Stored items |
•••
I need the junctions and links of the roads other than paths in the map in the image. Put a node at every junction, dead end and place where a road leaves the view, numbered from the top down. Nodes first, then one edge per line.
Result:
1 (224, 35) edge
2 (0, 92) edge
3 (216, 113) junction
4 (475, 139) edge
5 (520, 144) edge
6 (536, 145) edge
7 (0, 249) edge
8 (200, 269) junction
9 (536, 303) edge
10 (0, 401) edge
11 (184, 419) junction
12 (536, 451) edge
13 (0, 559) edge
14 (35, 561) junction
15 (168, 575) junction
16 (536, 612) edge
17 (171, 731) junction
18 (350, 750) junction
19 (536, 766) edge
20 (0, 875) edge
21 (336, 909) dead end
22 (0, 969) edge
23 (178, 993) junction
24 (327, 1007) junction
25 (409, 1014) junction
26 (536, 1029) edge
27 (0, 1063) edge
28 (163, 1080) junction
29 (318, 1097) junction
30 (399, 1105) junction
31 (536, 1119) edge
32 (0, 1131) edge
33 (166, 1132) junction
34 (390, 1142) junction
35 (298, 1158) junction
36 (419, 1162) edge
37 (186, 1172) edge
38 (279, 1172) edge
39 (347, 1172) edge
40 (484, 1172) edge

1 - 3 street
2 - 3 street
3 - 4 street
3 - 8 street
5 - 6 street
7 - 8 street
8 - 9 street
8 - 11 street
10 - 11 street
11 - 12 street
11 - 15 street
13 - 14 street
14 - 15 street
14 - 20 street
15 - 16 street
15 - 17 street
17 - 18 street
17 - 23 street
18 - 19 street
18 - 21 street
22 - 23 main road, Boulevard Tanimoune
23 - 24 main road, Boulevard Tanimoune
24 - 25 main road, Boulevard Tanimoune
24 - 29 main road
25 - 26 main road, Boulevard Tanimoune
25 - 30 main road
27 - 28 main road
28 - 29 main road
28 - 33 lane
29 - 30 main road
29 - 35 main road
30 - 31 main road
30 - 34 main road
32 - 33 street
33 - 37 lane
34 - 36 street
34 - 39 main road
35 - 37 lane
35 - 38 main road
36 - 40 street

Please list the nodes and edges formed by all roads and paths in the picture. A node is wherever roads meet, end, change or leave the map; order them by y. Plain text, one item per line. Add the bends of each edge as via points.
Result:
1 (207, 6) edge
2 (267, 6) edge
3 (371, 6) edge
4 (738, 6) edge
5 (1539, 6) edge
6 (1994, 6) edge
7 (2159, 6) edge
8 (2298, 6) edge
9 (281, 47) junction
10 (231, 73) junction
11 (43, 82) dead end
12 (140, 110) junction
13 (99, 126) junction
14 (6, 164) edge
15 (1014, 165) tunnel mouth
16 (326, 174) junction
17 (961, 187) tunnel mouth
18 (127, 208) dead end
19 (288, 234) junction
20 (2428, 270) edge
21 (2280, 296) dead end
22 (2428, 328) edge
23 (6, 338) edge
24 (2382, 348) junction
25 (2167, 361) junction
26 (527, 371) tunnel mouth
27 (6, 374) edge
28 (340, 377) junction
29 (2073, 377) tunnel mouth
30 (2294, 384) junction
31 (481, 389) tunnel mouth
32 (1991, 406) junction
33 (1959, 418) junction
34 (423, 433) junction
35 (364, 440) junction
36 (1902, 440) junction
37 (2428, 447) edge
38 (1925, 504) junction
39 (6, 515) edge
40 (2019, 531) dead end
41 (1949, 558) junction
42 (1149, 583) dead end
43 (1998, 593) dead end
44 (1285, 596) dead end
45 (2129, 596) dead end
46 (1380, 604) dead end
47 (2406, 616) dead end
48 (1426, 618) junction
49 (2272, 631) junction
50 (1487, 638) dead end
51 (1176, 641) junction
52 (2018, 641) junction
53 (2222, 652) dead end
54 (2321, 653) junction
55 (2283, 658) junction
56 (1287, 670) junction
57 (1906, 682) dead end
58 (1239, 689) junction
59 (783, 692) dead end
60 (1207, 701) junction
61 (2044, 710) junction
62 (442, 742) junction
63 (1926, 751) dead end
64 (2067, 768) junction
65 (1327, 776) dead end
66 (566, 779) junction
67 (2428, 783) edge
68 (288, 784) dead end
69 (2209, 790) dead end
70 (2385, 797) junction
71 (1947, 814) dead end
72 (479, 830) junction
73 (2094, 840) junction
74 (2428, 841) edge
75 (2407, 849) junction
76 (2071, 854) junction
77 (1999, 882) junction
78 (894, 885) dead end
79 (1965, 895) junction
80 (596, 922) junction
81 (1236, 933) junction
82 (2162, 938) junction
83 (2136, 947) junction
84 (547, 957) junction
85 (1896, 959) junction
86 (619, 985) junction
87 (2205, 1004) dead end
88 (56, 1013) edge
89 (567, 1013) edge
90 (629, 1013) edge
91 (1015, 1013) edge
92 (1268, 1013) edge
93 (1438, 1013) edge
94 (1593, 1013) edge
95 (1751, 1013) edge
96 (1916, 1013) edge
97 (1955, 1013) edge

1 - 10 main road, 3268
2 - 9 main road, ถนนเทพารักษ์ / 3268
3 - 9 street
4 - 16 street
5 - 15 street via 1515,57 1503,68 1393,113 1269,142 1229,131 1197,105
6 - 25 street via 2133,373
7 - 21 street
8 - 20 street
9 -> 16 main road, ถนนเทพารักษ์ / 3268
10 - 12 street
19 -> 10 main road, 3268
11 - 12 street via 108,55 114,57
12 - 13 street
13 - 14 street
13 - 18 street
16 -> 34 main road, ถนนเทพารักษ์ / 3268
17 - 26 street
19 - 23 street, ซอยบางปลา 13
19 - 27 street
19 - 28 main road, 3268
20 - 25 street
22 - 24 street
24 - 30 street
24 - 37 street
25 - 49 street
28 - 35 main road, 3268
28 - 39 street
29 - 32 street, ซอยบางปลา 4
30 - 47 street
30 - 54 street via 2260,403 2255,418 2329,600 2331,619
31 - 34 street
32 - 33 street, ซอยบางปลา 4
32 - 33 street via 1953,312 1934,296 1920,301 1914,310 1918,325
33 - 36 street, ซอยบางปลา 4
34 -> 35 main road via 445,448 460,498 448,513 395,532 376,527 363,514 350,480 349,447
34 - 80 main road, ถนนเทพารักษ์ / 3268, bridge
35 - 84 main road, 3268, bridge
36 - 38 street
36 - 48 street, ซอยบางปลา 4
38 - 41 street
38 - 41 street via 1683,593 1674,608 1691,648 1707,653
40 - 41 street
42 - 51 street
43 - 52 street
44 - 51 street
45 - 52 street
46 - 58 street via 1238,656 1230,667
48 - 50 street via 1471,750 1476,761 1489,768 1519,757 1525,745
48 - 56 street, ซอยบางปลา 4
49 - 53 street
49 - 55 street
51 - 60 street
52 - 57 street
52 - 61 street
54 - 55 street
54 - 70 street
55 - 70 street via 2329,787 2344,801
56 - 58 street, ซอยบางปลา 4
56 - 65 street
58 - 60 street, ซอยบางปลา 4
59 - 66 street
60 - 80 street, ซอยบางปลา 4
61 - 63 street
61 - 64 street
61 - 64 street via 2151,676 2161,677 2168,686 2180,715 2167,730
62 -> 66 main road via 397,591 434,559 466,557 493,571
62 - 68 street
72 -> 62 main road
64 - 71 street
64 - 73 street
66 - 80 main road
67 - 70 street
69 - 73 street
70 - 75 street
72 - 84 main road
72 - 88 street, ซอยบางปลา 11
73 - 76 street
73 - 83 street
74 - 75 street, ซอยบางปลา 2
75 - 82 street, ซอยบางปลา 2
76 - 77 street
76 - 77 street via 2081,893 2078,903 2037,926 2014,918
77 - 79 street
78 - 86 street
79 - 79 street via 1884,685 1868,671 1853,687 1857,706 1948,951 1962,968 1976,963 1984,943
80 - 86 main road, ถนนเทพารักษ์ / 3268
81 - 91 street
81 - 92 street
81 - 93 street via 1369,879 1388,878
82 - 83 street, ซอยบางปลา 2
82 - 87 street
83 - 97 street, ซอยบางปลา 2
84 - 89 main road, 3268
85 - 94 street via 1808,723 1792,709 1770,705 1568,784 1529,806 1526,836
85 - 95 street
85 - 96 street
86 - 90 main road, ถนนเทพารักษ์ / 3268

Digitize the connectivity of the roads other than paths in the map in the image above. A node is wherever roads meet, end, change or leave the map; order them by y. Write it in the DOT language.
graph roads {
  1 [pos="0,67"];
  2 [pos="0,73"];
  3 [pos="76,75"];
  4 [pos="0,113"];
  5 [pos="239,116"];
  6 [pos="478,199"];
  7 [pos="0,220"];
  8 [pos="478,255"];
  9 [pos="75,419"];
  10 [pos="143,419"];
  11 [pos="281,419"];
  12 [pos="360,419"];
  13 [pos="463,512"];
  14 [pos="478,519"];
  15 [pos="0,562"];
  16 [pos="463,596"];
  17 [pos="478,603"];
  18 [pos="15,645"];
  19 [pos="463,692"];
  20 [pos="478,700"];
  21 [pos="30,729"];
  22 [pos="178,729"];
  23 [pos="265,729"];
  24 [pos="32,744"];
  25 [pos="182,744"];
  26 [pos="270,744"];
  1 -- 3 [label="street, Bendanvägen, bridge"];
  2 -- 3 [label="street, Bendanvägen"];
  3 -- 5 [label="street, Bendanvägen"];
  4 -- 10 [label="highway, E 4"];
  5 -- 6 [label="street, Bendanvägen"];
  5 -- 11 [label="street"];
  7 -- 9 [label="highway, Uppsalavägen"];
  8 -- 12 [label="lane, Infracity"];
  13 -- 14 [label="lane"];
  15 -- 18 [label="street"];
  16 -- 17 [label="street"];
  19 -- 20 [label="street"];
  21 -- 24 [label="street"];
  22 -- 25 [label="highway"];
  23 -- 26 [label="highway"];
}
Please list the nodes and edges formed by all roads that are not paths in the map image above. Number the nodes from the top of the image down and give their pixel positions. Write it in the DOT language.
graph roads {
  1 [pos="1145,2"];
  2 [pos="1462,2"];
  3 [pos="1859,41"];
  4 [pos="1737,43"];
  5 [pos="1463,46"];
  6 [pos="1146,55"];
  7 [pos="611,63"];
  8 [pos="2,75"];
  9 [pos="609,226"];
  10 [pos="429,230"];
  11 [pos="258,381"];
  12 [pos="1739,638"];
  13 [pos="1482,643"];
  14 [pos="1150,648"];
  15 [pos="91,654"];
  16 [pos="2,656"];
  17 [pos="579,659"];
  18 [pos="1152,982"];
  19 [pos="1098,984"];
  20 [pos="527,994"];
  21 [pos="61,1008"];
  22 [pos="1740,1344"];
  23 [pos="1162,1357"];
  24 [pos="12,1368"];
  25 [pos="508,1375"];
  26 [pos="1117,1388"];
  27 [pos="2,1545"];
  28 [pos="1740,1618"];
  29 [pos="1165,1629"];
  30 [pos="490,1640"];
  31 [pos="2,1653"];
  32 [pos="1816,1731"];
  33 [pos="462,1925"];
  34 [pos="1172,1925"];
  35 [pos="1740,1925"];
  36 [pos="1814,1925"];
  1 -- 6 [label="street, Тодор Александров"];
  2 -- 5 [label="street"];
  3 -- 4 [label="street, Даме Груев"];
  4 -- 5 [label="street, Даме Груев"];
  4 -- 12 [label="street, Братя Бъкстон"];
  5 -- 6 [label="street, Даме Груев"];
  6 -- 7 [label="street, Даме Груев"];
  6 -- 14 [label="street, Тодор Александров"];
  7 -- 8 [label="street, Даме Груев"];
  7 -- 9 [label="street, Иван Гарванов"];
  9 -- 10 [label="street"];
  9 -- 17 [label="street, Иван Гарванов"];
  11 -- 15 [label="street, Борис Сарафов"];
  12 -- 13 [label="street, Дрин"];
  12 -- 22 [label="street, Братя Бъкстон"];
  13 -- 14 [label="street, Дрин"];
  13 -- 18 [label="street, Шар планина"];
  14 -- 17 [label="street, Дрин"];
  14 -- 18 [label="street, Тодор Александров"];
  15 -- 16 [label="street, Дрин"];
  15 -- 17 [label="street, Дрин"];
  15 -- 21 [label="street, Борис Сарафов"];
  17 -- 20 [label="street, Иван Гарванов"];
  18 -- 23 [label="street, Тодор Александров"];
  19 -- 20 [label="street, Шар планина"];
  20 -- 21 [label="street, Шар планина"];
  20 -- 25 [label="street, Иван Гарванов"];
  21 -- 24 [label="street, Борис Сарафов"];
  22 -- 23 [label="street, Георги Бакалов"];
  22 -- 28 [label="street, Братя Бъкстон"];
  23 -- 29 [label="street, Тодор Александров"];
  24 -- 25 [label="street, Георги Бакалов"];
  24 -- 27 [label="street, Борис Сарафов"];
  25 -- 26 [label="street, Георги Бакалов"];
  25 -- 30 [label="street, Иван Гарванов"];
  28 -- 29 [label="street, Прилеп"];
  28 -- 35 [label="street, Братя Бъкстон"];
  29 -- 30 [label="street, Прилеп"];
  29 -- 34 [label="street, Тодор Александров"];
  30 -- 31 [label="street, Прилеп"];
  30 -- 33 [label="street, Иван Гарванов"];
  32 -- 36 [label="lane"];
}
•••
Instructions to follow | Scan the data above for the string "mouth". Copy every line in which it appears.

Answer for the task |
15 (1014, 165) tunnel mouth
17 (961, 187) tunnel mouth
26 (527, 371) tunnel mouth
29 (2073, 377) tunnel mouth
31 (481, 389) tunnel mouth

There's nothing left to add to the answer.